- Developer: Placeholder Gameworks
- Publishers: Placeholder Gameworks, Hawthorn Games (PC) Pineapple Works (Console)
- Engine: Unity
- Platforms: Windows; macOS; Linux; Nintendo Switch; Xbox One; Xbox Series X/S; PlayStation 4;
- Release: Windows, macOS, Linux 20 February 2020 Nintendo Switch 10 September 2020 Xbox One, Xbox Series X/S 7 September 2023 PlayStation 4 18 April 2024
- Genres: Puzzle, simulation
- Mode: Single-player

= Death and Taxes (video game) =

2020 video game

Death and Taxes is a 2020 simulation video game by Leene Künnap, an Estonian indie game developer, and published by their company, Placeholder Gameworks, on February 20, 2020 on Steam. The player takes the role of a Grim Reaper, who must bureaucratically decide the fates of humans, specifically whether they will live or die. The game shares its ideology with the death-positivity movement, trying to open the discussion of death in a light-hearted way.
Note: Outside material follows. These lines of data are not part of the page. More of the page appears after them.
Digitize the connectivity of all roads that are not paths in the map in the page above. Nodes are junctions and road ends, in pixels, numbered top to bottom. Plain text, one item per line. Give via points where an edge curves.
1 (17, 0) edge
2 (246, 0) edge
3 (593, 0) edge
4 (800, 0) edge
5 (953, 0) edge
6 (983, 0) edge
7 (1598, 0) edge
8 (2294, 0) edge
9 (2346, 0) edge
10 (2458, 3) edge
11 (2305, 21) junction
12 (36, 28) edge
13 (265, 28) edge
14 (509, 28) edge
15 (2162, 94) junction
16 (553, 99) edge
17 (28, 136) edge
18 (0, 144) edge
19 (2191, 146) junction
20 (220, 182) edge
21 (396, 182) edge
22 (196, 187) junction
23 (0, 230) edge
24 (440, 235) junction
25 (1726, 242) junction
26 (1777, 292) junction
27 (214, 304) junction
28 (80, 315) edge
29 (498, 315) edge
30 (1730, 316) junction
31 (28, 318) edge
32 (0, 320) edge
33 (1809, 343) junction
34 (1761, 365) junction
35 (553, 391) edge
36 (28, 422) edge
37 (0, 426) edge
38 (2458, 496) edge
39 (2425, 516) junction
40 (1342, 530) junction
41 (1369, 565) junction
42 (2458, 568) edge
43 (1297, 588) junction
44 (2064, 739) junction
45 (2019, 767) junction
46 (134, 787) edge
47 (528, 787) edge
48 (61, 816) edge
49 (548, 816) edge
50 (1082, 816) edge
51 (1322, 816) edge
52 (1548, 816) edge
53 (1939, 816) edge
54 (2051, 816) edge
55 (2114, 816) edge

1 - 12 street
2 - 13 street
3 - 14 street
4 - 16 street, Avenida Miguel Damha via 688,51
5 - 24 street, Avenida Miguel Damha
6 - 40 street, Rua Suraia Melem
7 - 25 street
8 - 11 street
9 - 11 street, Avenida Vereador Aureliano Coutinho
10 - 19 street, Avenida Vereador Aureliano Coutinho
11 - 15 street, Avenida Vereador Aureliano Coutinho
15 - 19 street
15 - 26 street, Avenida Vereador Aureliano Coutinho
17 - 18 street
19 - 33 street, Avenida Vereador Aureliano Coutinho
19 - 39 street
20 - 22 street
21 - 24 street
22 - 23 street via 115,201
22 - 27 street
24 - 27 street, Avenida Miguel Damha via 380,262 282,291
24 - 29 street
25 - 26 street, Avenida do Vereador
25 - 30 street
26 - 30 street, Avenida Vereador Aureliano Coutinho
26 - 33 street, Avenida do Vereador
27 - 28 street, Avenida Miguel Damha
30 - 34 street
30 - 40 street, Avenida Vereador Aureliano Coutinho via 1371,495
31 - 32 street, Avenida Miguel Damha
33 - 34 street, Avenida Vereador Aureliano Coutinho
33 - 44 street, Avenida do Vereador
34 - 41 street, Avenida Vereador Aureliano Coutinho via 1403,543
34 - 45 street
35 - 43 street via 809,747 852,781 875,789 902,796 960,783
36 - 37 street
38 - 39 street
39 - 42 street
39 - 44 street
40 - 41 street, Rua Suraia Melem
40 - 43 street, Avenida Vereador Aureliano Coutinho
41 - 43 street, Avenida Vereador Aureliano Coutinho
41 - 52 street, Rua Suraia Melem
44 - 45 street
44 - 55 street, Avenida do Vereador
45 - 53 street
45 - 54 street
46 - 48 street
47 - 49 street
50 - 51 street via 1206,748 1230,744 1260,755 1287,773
On March 18, 2020, Placeholder Gameworks uploaded the game code under the MIT License on GitHub.

== Gameplay ==

Gameplay screenshot

The gameplay of Death and Taxes focuses on the work life of a Grim Reaper on an office job. The main objective of the player is to make difficult decisions to determine who could be saved from death and who is destined for certain doom, while keeping the game's fictional world in balance. Each human the player decides the fate of is given a short description about who they are; based on this, certain people living or dying can affect the world in various ways; the outcome of the game depends on the player's decisions. The player is given instructions on how they are supposed to make these decisions by their overseer, Fate, but the player may choose to ignore these instructions. Players can also customise their workspace and appearance with the money they earn. The game attempts to help people relate more easily to themes of death, to see them in a new perspective and to offer the player a chance for self-reflection.

== Reception ==

=== Critical reception ===
Death and Taxes was met with positive reception. Alice Bell of Rock Paper Shotgun called it "very funny" and praised the "really fun story running through." Journalists from TechRaptor reviewed it as "a short, fun game with plenty of replay value." Many positive comparisons were drawn between the game and Papers, Please, which initially served as an inspiration for it. The game has been noted for containing lots of "thoughtful" messages to the player, with deep themes of morality and how people act in the performance of duties in the pursuit of personal wealth being raised.

=== Awards ===
Death and Taxes won the third place at the 2018 Game Camps Kotka competition.